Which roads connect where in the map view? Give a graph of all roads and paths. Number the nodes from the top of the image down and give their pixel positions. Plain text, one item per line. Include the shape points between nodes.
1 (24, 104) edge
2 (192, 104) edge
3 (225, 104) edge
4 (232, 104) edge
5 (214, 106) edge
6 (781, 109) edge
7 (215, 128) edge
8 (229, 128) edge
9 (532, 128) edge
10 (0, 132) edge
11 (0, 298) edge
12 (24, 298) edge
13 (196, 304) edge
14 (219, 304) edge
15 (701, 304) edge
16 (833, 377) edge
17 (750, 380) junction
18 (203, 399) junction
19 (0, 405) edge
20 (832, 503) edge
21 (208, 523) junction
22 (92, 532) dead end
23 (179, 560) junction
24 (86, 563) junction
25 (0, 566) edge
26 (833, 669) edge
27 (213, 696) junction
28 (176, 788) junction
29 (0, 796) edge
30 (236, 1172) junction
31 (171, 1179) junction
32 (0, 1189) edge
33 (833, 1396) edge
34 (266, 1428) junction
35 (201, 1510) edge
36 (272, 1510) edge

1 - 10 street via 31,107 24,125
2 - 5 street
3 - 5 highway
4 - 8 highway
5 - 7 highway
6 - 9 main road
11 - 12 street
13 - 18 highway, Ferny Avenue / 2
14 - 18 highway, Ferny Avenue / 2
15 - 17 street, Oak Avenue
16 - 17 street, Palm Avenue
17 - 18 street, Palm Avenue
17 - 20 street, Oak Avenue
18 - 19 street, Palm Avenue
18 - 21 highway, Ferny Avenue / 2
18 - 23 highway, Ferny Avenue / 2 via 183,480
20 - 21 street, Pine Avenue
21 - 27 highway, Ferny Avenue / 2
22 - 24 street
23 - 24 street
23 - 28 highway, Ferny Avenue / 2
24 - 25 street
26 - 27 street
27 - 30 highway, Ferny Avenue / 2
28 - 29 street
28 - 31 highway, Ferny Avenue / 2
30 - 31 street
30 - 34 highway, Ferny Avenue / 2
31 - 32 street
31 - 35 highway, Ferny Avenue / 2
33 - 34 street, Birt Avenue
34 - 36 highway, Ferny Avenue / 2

====

• **WHAT IS EXPECTED**: Copy the full listing exactly.

• **WORKED SOLUTION**:
Which roads connect where in the map view? Give a graph of all roads and paths. Number the nodes from the top of the image down and give their pixel positions. Plain text, one item per line. Include the shape points between nodes.
1 (24, 104) edge
2 (192, 104) edge
3 (225, 104) edge
4 (232, 104) edge
5 (214, 106) edge
6 (781, 109) edge
7 (215, 128) edge
8 (229, 128) edge
9 (532, 128) edge
10 (0, 132) edge
11 (0, 298) edge
12 (24, 298) edge
13 (196, 304) edge
14 (219, 304) edge
15 (701, 304) edge
16 (833, 377) edge
17 (750, 380) junction
18 (203, 399) junction
19 (0, 405) edge
20 (832, 503) edge
21 (208, 523) junction
22 (92, 532) dead end
23 (179, 560) junction
24 (86, 563) junction
25 (0, 566) edge
26 (833, 669) edge
27 (213, 696) junction
28 (176, 788) junction
29 (0, 796) edge
30 (236, 1172) junction
31 (171, 1179) junction
32 (0, 1189) edge
33 (833, 1396) edge
34 (266, 1428) junction
35 (201, 1510) edge
36 (272, 1510) edge

1 - 10 street via 31,107 24,125
2 - 5 street
3 - 5 highway
4 - 8 highway
5 - 7 highway
6 - 9 main road
11 - 12 street
13 - 18 highway, Ferny Avenue / 2
14 - 18 highway, Ferny Avenue / 2
15 - 17 street, Oak Avenue
16 - 17 street, Palm Avenue
17 - 18 street, Palm Avenue
17 - 20 street, Oak Avenue
18 - 19 street, Palm Avenue
18 - 21 highway, Ferny Avenue / 2
18 - 23 highway, Ferny Avenue / 2 via 183,480
20 - 21 street, Pine Avenue
21 - 27 highway, Ferny Avenue / 2
22 - 24 street
23 - 24 street
23 - 28 highway, Ferny Avenue / 2
24 - 25 street
26 - 27 street
27 - 30 highway, Ferny Avenue / 2
28 - 29 street
28 - 31 highway, Ferny Avenue / 2
30 - 31 street
30 - 34 highway, Ferny Avenue / 2
31 - 32 street
31 - 35 highway, Ferny Avenue / 2
33 - 34 street, Birt Avenue
34 - 36 highway, Ferny Avenue / 2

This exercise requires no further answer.